Autonomous IoT Lifecycle Management

Autonomous IoT Lifecycle Management

With the advent of the Fourth Industrial Revolution, digitalization has thrown up complex challenges in lifecycle support. The future of lifecycle management will see autonomous engines underpinned by Artificial Intelligence.

A distinct feature across all industrial sectors is how product maintenance, service and life cycle management are handled. Given the many rules and regulations that govern the industry in general and the high cost of procurement, it is not unusual for customers to expect a near hundred percent uptime of their systems and life cycle support of at least two decades.

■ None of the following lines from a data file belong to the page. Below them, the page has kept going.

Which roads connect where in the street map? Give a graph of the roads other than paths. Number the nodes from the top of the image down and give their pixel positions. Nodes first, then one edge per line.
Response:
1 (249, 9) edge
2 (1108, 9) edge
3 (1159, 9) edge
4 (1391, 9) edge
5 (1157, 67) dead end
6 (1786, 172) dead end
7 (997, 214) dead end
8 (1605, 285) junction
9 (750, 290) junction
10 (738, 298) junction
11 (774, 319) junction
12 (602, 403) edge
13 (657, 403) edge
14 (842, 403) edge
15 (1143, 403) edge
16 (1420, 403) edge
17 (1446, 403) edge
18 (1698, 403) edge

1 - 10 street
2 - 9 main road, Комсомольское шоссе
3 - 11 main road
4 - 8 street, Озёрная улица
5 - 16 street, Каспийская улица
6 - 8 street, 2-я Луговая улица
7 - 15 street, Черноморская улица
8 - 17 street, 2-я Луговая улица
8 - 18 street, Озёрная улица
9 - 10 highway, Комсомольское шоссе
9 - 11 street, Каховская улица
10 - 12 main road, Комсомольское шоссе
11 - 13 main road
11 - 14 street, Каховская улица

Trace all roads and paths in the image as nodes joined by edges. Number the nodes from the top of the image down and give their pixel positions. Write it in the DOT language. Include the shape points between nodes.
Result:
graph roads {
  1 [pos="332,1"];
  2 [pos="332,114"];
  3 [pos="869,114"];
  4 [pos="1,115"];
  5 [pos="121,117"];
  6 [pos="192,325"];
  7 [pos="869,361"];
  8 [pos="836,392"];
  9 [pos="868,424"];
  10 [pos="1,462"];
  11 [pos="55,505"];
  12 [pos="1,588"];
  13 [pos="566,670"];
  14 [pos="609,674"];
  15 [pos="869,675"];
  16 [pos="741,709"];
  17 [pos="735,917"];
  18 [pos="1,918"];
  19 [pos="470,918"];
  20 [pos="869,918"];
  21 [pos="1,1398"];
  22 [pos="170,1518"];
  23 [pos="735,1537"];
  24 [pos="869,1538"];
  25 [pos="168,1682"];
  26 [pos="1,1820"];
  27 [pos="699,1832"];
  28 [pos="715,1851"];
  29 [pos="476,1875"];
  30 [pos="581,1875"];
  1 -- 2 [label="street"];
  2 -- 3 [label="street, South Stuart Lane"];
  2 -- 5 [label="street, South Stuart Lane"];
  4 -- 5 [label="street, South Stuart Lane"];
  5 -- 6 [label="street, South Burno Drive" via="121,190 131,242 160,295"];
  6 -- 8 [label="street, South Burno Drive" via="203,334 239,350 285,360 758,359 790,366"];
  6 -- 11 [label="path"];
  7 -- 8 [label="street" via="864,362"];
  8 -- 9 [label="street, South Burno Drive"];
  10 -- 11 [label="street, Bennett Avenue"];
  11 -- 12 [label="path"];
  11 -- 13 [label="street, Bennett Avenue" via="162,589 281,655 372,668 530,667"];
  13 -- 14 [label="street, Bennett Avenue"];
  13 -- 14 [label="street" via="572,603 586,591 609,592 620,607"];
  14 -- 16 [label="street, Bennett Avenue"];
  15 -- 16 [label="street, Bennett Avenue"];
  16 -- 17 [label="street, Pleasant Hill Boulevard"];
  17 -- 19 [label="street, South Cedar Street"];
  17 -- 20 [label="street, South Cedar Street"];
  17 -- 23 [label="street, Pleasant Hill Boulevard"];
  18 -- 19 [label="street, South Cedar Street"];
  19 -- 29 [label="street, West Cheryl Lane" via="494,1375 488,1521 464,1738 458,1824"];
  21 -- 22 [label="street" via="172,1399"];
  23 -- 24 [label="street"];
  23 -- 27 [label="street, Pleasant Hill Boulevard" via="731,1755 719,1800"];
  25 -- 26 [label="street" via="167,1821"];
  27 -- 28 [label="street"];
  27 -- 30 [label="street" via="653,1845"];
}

Unlike in consumer electronics where software updates on mobile phones and computers only need a quick restart, industrial plants have detailed maintenance schedules because unplanned downtime often has very costly consequences, both in the matter of economics and competition. In other words, reliability and availability take priority and providing solutions that meet these expectations are at the core of the industrial business.

The Third Industrial Revolution introduced during the 20th century, closed saw automation and process control systems where components of one piece of machinery, certain plant areas and sometimes the entire plant came from the same vendor. This ensured all parts of the system functioned in harmony. But by the end of the 80s, breakthrough open interfaces like the OPC and industrial communication protocols such as PROFIBUS or Fieldbus Foundation allowed plant operators to connect components from various suppliers.

Even as these procedures were based on well-defined standards, they resulted in a more complicated life cycle management as the components that interacted with each other were no longer owned by one company. Moreover, version management of the standardized interfaces and communications protocols themselves forced companies to evolve their components, making interoperability more complex. So, the key to ensuring product availability and reliability was not just connectivity but also backwards compatibility as plants often have a mix of old and new components. While established standards largely guaranteed connectivity, the question of ensuring backwards compatibility remained unresolved, as we have no control of the hundreds of combinations that are used to set up our systems.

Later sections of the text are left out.